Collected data

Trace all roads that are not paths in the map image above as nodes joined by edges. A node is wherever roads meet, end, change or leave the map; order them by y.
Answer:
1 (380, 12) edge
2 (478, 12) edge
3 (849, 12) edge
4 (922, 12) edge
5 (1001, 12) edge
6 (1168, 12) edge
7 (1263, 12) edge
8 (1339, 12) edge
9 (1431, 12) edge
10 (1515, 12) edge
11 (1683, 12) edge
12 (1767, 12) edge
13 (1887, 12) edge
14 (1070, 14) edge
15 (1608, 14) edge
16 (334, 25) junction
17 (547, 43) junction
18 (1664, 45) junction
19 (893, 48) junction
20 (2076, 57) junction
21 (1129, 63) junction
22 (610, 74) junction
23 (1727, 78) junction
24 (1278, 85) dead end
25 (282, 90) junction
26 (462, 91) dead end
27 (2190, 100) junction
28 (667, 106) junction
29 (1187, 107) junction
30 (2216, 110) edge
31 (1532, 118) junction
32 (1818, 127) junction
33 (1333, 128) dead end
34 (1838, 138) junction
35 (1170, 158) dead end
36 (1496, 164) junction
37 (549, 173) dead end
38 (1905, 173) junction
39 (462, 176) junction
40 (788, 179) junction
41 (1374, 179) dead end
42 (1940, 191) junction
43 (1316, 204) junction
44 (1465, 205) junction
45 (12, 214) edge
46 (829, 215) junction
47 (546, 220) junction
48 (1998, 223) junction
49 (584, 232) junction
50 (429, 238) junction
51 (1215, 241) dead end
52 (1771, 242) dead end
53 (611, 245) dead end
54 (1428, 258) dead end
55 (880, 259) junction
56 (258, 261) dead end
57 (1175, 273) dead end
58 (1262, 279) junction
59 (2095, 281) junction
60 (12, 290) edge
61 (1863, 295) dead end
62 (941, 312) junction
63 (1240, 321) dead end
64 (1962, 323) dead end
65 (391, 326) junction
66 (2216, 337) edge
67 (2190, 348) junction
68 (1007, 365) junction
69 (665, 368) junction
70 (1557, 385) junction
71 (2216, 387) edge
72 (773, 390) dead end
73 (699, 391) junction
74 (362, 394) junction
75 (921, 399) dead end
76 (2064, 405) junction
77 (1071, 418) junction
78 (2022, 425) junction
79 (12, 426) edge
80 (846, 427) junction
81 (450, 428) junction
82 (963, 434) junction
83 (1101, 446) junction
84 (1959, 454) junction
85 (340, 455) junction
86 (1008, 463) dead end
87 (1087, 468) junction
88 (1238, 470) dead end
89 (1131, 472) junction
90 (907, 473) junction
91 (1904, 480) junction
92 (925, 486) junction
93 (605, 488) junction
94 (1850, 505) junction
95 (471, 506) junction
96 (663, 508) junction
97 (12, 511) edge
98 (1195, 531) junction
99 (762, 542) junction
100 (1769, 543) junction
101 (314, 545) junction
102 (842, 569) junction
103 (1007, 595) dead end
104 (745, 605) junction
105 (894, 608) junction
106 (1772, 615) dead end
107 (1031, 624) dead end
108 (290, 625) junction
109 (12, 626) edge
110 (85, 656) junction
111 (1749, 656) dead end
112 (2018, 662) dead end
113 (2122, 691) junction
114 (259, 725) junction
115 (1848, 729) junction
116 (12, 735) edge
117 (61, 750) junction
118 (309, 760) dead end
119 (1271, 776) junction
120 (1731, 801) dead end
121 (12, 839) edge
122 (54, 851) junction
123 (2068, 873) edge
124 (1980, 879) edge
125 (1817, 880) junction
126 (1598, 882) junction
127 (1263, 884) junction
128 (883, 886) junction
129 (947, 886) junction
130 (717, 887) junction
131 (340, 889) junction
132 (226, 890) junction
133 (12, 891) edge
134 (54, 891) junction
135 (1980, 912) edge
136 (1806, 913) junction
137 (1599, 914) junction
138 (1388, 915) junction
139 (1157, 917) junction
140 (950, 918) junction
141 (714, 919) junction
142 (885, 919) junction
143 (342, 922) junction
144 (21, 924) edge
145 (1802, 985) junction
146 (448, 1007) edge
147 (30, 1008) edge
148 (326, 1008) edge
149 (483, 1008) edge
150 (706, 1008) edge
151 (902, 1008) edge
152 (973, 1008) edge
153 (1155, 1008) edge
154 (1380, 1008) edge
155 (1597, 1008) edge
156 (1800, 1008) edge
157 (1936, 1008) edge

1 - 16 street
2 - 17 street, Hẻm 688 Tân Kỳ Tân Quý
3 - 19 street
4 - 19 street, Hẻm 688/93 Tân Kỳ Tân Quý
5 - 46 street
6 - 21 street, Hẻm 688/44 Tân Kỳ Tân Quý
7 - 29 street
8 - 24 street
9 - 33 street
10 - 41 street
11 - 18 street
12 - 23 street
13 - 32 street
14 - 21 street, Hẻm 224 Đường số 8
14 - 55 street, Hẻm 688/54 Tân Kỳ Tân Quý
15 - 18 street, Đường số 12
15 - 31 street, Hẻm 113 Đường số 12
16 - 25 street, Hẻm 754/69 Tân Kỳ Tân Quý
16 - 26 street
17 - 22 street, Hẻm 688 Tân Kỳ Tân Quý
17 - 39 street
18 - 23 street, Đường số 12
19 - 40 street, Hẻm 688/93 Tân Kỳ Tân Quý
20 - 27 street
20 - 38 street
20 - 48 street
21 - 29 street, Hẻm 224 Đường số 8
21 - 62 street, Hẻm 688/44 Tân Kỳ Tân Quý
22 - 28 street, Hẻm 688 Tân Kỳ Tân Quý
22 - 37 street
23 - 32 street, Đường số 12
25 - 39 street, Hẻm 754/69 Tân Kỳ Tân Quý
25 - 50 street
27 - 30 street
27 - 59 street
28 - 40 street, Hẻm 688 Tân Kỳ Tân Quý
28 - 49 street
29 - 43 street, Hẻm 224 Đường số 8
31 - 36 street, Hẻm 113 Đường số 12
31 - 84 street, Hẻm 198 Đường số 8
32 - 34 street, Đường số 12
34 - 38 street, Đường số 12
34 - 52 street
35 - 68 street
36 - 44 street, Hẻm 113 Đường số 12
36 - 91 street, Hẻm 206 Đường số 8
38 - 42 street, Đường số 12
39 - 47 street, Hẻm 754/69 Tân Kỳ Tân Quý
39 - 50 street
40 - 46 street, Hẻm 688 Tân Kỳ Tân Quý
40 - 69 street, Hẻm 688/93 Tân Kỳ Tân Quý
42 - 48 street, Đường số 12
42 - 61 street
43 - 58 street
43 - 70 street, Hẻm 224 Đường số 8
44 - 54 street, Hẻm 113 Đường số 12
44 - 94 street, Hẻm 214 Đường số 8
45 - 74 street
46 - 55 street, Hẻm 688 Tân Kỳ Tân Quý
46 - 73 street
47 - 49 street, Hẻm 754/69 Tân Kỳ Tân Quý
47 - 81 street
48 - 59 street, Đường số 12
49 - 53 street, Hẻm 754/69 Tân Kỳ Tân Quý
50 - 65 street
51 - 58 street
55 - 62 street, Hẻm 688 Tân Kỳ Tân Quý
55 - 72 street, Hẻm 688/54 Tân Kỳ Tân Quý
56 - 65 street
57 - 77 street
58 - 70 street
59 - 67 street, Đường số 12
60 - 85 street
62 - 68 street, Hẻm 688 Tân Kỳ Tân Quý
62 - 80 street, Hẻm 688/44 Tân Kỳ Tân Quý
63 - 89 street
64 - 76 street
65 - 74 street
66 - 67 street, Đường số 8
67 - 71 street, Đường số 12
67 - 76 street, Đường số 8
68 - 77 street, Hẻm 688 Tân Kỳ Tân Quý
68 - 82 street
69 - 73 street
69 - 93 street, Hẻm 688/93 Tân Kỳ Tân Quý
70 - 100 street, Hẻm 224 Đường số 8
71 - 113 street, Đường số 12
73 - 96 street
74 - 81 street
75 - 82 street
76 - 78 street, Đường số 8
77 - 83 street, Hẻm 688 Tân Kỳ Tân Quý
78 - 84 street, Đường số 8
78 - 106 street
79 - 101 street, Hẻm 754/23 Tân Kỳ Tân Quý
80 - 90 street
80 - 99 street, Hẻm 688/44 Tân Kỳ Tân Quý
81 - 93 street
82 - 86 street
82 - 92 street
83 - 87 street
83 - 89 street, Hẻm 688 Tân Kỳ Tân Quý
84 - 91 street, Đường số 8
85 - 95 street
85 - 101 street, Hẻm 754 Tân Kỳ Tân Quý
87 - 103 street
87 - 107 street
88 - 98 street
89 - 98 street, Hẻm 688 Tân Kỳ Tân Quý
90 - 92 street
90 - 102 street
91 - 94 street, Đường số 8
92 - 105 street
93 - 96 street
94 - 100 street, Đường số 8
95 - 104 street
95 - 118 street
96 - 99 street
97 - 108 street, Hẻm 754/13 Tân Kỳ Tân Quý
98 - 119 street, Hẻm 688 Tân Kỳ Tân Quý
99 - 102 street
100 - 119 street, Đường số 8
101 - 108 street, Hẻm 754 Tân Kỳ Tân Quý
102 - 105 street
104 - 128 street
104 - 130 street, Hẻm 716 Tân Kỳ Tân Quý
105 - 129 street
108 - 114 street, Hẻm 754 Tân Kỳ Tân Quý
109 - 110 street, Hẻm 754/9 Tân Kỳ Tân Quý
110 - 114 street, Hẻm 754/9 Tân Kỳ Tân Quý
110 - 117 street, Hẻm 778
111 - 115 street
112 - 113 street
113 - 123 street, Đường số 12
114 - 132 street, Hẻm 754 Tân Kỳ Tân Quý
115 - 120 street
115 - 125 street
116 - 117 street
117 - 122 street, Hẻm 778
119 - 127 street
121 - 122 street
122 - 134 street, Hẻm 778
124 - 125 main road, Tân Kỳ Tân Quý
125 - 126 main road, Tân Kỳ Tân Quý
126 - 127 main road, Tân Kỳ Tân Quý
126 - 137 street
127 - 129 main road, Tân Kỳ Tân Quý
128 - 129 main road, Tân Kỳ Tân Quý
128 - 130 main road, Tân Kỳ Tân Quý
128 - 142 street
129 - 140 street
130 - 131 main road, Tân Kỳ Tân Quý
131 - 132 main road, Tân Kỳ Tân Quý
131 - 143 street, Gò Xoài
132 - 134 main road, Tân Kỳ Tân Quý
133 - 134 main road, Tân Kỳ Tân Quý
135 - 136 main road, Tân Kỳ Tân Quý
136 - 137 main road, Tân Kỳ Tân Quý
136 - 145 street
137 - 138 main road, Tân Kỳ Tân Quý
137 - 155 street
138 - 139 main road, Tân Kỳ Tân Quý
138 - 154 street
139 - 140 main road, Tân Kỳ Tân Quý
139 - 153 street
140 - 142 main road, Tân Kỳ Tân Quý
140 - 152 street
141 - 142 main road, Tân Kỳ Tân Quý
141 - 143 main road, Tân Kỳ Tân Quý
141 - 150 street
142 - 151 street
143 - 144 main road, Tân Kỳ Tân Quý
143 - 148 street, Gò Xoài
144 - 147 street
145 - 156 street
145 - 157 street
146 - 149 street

What is needed
Using only the data above, copy out the lines that include the word "Xoài".

Reply to the task
131 - 143 street, Gò Xoài
143 - 148 street, Gò Xoài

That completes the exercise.